De même, les raisons pour lesquelles, à l’intérieur de ce premier ensemble de textes, les différents groupes d’amateurs élaborent des fonds stables auxquels ils peuvent se référer, auxquels ils reviennent (on note chez eux de nombreuses reprises : de ce que le groupe a déjà monté, de ce que d’autres amateurs ou des professionnels ont monté), s’enracinent dans les traits anthropologiques de leur activité. Pour le faire comprendre, il faut revenir sur la définition proposée plus haut pour le second sens du mot « répertoire » : « l’ensemble des oeuvres théâtrales du passé qui sont considérées comme des chefs-d’oeuvre indiscutables […] et sont couramment jouées », dissocier dans cette définition ce qui est reprise, et ce qui est hiérarchisation, pour distinguer deux ensembles : a) l’ensemble des textes « couramment joués » (statistiquement représentatif d’une certaine réalité théâtrale); b) l’ensemble des oeuvres « indiscutables » « couramment jouées » (symboliquement représentatif d’un certain idéal théâtral).

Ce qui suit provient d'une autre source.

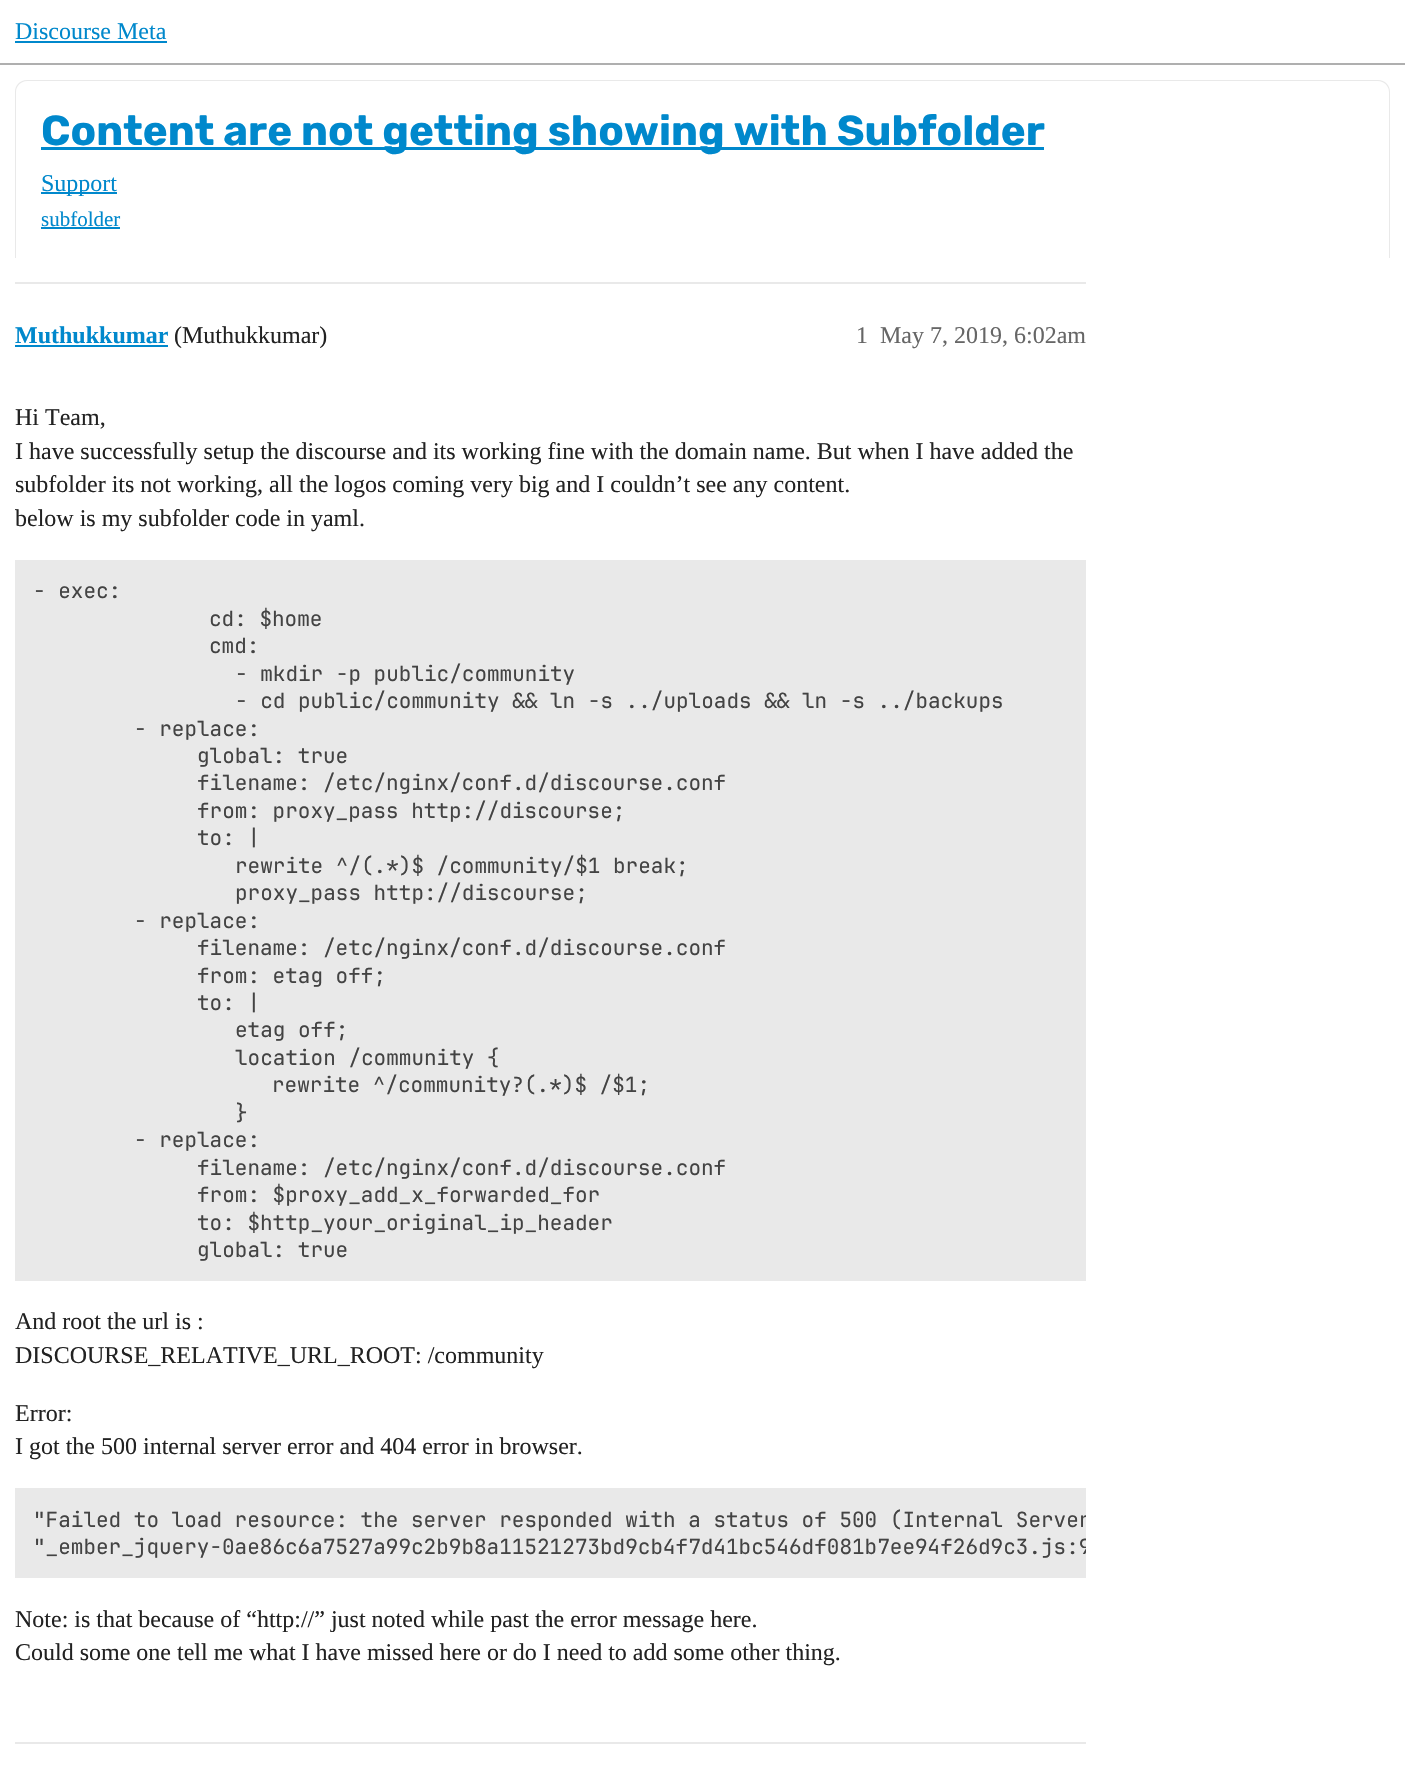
void draw(SkCanvas* canvas) {
    SkPaint paint;
    paint.setAntiAlias(true);
    auto face = [&](const char* family, int weight, float size, bool italic = false) {
        SkFontStyle style(weight, SkFontStyle::kNormal_Width,
            italic ? SkFontStyle::kItalic_Slant : SkFontStyle::kUpright_Slant);
        SkFont result(fontMgr->matchFamilyStyle(family, style), size);
        result.setSubpixel(true);
        return result;
    };
    auto write = [&](const char* s, float x, float y, const SkFont& font, SkColor color) {
        SkPaint ink(SkColor4f::FromColor(color));
        ink.setAntiAlias(true);
        canvas->drawString(s, x, y, font, ink);
    };
    auto block = [&](float x, float y, float w, float h, SkColor color) {
        SkPaint ink(SkColor4f::FromColor(color));
        ink.setAntiAlias(true);
        canvas->drawRect(SkRect::MakeXYWH(x, y, w, h), ink);
    };
    canvas->clear(SK_ColorWHITE);
    block(0, 63, 1405, 2, SkColorSetRGB(175, 175, 175));
    auto kFont1 = face("Liberation Serif", 400, 24);
    write("Discourse Meta", 15, 39, kFont1, SkColorSetRGB(0, 136, 204));
    block(15, 41, 152, 2, SkColorSetRGB(0, 136, 204));
    paint.setColor(SkColorSetRGB(233, 233, 233));
    canvas->drawPath(SkPathBuilder(SkPathFillType::kEvenOdd).moveTo(27, 80).lineTo(1378, 80).cubicTo(1385, 80, 1390, 85, 1390, 92).lineTo(1390, 258).lineTo(15, 258).lineTo(15, 92).cubicTo(15, 85, 20, 80, 27, 80).close().moveTo(27, 81).lineTo(1378, 81).cubicTo(1384, 81, 1389, 86, 1389, 92).lineTo(1389, 258).lineTo(16, 258).lineTo(16, 92).cubicTo(16, 86, 21, 81, 27, 81).close().detach(), paint);
    block(41, 147, 1003, 3, SkColorSetRGB(0, 136, 204));
    auto kFont2 = face("Rubik", 700, 42);
    write("Content are not getting showing with Subfolder", 41, 145, kFont2, SkColorSetRGB(0, 136, 204));
    block(41, 192, 76, 2, SkColorSetRGB(0, 136, 204));
    write("Support", 41, 191, kFont1, SkColorSetRGB(0, 136, 204));
    auto kFont3 = face("Liberation Serif", 400, 21);
    write("subfolder", 41, 226, kFont3, SkColorSetRGB(0, 136, 204));
    block(41, 227, 79, 2, SkColorSetRGB(0, 136, 204));
    block(15, 282, 1071, 2, SkColorSetRGB(233, 233, 233));
    auto kFont4 = face("Liberation Serif", 700, 24);
    write("Muthukkumar", 15, 343, kFont4, SkColorSetRGB(0, 136, 204));
    block(15, 345, 153, 2, SkColorSetRGB(0, 136, 204));
    write("(Muthukkumar)", 174, 343, kFont1, SkColorSetRGB(34, 34, 34));
    write("1", 856, 343, kFont1, SkColorSetRGB(102, 102, 102));
    write("May 7, 2019, 6:02am", 880, 343, kFont1, SkColorSetRGB(102, 102, 102));
    write("Hi Team,", 15, 425, kFont1, SkColorSetRGB(34, 34, 34));
    write("I have successfully setup the discourse and its working fine with the domain name. But when I have added the", 15, 459, kFont1, SkColorSetRGB(34, 34, 34));
    write("subfolder its not working, all the logos coming very big and I couldn’t see any content.", 15, 492, kFont1, SkColorSetRGB(34, 34, 34));
    write("below is my subfolder code in yaml.", 15, 526, kFont1, SkColorSetRGB(34, 34, 34));
    block(15, 560, 1071, 721, SkColorSetRGB(233, 233, 233));
    auto kFont5 = face("JetBrains Mono", 400, 21);
    write("- exec:", 33, 598, kFont5, SkColorSetRGB(67, 67, 67));
    write("cd: $home", 209, 626, kFont5, SkColorSetRGB(67, 67, 67));
    write("cmd:", 209, 653, kFont5, SkColorSetRGB(67, 67, 67));
    write("- mkdir -p public/community", 235, 681, kFont5, SkColorSetRGB(67, 67, 67));
    write("- cd public/community && ln -s ../uploads && ln -s ../backups", 235, 708, kFont5, SkColorSetRGB(67, 67, 67));
    write("- replace:", 134, 736, kFont5, SkColorSetRGB(67, 67, 67));
    write("global: true", 197, 763, kFont5, SkColorSetRGB(67, 67, 67));
    write("filename: /etc/nginx/conf.d/discourse.conf", 197, 790, kFont5, SkColorSetRGB(67, 67, 67));
    write("from: proxy_pass http://discourse;", 197, 818, kFont5, SkColorSetRGB(67, 67, 67));
    write("to: |", 197, 845, kFont5, SkColorSetRGB(67, 67, 67));
    write("rewrite ^/(.*)$ /community/$1 break;", 235, 873, kFont5, SkColorSetRGB(67, 67, 67));
    write("proxy_pass http://discourse;", 235, 900, kFont5, SkColorSetRGB(67, 67, 67));
    write("- replace:", 134, 928, kFont5, SkColorSetRGB(67, 67, 67));
    write("filename: /etc/nginx/conf.d/discourse.conf", 197, 955, kFont5, SkColorSetRGB(67, 67, 67));
    write("from: etag off;", 197, 983, kFont5, SkColorSetRGB(67, 67, 67));
    write("to: |", 197, 1010, kFont5, SkColorSetRGB(67, 67, 67));
    write("etag off;", 235, 1037, kFont5, SkColorSetRGB(67, 67, 67));
    write("location /community {", 235, 1065, kFont5, SkColorSetRGB(67, 67, 67));
    write("rewrite ^/community?(.*)$ /$1;", 272, 1092, kFont5, SkColorSetRGB(67, 67, 67));
    write("}", 235, 1120, kFont5, SkColorSetRGB(67, 67, 67));
    write("- replace:", 134, 1147, kFont5, SkColorSetRGB(67, 67, 67));
    write("filename: /etc/nginx/conf.d/discourse.conf", 197, 1175, kFont5, SkColorSetRGB(67, 67, 67));
    write("from: $proxy_add_x_forwarded_for", 197, 1202, kFont5, SkColorSetRGB(67, 67, 67));
    write("to: $http_your_original_ip_header", 197, 1230, kFont5, SkColorSetRGB(67, 67, 67));
    write("global: true", 197, 1257, kFont5, SkColorSetRGB(67, 67, 67));
    write("And root the url is :", 15, 1329, kFont1, SkColorSetRGB(34, 34, 34));
    write("DISCOURSE_RELATIVE_URL_ROOT: /community", 15, 1363, kFont1, SkColorSetRGB(34, 34, 34));
    write("Error:", 15, 1421, kFont1, SkColorSetRGB(34, 34, 34));
    write("I got the 500 internal server error and 404 error in browser.", 15, 1454, kFont1, SkColorSetRGB(34, 34, 34));
    block(15, 1488, 1071, 90, SkColorSetRGB(233, 233, 233));
    canvas->save();
    canvas->clipPath(SkPathBuilder().moveTo(27, 1488).lineTo(1074, 1488).cubicTo(1080.5f, 1488, 1086, 1493.5f, 1086, 1500).lineTo(1086, 1566).cubicTo(1086, 1572.5f, 1080.5f, 1578, 1074, 1578).lineTo(27, 1578).cubicTo(20.5f, 1578, 15, 1572.5f, 15, 1566).lineTo(15, 1500).cubicTo(15, 1493.5f, 20.5f, 1488, 27, 1488).close().detach(), true);
    write("\"Failed to load resource: the server responded with a status of 500 (Internal Server", 33, 1527, kFont5, SkColorSetRGB(67, 67, 67));
    write("\"_ember_jquery-0ae86c6a7527a99c2b9b8a11521273bd9cb4f7d41bc546df081b7ee94f26d9c3.js:9", 33, 1554, kFont5, SkColorSetRGB(67, 67, 67));
    canvas->restore();
    write("Note: is that because of “http://” just noted while past the error message here.", 15, 1627, kFont1, SkColorSetRGB(34, 34, 34));
    write("Could some one tell me what I have missed here or do I need to add some other thing.", 15, 1660, kFont1, SkColorSetRGB(34, 34, 34));
    block(15, 1742, 1071, 2, SkColorSetRGB(233, 233, 233));
}
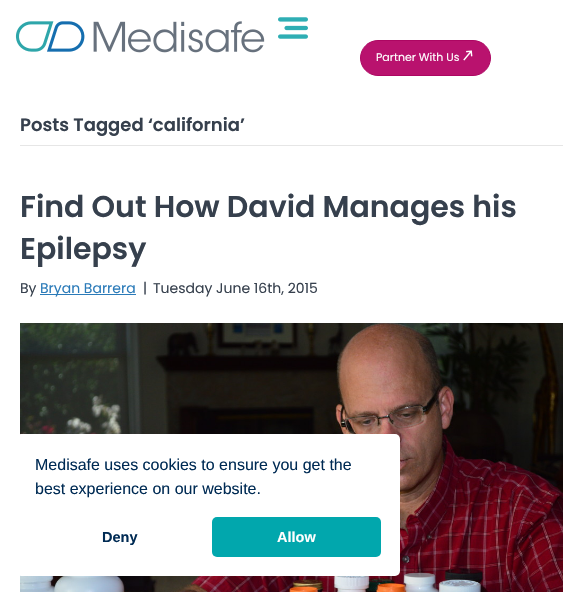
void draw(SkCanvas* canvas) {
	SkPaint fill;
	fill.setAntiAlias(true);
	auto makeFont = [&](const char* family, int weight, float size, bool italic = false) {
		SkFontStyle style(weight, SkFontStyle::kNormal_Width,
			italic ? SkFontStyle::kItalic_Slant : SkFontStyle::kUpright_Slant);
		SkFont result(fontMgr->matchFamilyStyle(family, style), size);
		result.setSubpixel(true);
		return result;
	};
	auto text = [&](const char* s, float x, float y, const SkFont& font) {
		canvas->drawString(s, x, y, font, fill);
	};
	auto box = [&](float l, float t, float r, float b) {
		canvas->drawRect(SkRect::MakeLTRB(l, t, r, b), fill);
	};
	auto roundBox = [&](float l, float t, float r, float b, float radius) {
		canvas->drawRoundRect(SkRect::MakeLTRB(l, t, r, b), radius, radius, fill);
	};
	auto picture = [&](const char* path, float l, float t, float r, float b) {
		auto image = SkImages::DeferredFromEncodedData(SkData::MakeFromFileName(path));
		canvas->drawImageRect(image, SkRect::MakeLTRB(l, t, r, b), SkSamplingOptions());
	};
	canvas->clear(0xFFFFFFFF);
	picture("image0.png", 15, 21, 265, 53);
	picture("image1.png", 278, 17, 308, 39);
	fill.setColor(0xFFB9126E);
	canvas->drawRoundRect(SkRect::MakeLTRB(360.5f, 40.5f, 490.5f, 75.5f), 17.5f, 17.5f, fill);
	fill.setStyle(SkPaint::kStroke_Style);
	fill.setStrokeWidth(1);
	fill.setColor(0xFFAD0662);
	canvas->drawRoundRect(SkRect::MakeLTRB(360.5f, 40.5f, 490.5f, 75.5f), 17.5f, 17.5f, fill);
	picture("image2.png", 463, 50, 473, 61);
	fill.setStyle(SkPaint::kFill_Style);
	fill.setColor(0xFFE6E6E6);
	box(20, 145, 563, 146);
	fill.setColor(0xFF2B7BB9);
	box(40, 294, 136, 295);
	picture("image3.png", 20, 323, 563, 592);
	fill.setColor(0xFFFFFFFF);
	roundBox(16, 434, 400, 576, 5);
	fill.setColor(0xFF01A7AD);
	roundBox(212, 517, 381, 557, 5);
	auto font1 = makeFont("Poppins", 400, 11);
	fill.setColor(0xFFFFFFFF);
	text("Partner With Us", 376, 61, font1);
	auto font2 = makeFont("Poppins", 600, 18);
	fill.setColor(0xFF36404D);
	text("Posts Tagged ‘california’", 20, 131, font2);
	auto font3 = makeFont("Poppins", 600, 30);
	text("Find Out How David Manages his", 20, 217, font3);
	text("Epilepsy", 20, 259, font3);
	auto font4 = makeFont("Poppins", 400, 14);
	text("By", 20, 293, font4);
	fill.setColor(0xFF2B7BB9);
	text("Bryan Barrera", 40, 293, font4);
	fill.setColor(0xFF36404D);
	text("|", 143, 293, font4);
	text("Tuesday June 16th, 2015", 153, 293, font4);
	auto font5 = makeFont("Liberation Sans", 400, 16);
	fill.setColor(0xFF002B54);
	text("Medisafe uses cookies to ensure you get the", 35, 470, font5);
	text("best experience on our website.", 35, 494, font5);
	auto font6 = makeFont("Liberation Sans", 700, 14.5f);
	text("Deny", 102, 542, font6);
	fill.setColor(0xFFFFFFFF);
	text("Allow", 277, 542, font6);
}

La pratique de la reprise s’explique d’abord par ce qu’on appelle d’une façon négative le « non-professionnalisme » : on joue plus librement avec ce qu’on maîtrise bien; les acteurs se réapproprient un texte d’autant plus facilement qu’il est déjà connu, et il en va de même pour les spectateurs. Mais il existe une autre raison, liée au caractère fortement collectif de ce théâtre et à son inscription dans la vie sociale : le retour des mêmes oeuvres, des mêmes auteurs, contribue à structurer le groupe et l’ensemble qu’il forme avec son public, il nourrit leur mémoire commune. La liste des titres successivement montés, publiée dans les programmes, les bulletins, résume leur histoire. Les amateurs illustrent ainsi la proposition de Maurice Halbwachs faisant de l’« immobilisation » concertée du temps un processus fondamental des sociétés démocratiques :

Comment une société quelle qu’elle soit pourrait-elle exister, subsister, prendre conscience d’elle-même, si elle n’embrassait point d’un regard un ensemble d’événements présents et passés, si elle n’avait pas la faculté de remonter le cours du temps et de repasser sans cesse sur les traces qu’elle a laissées d’elle-même?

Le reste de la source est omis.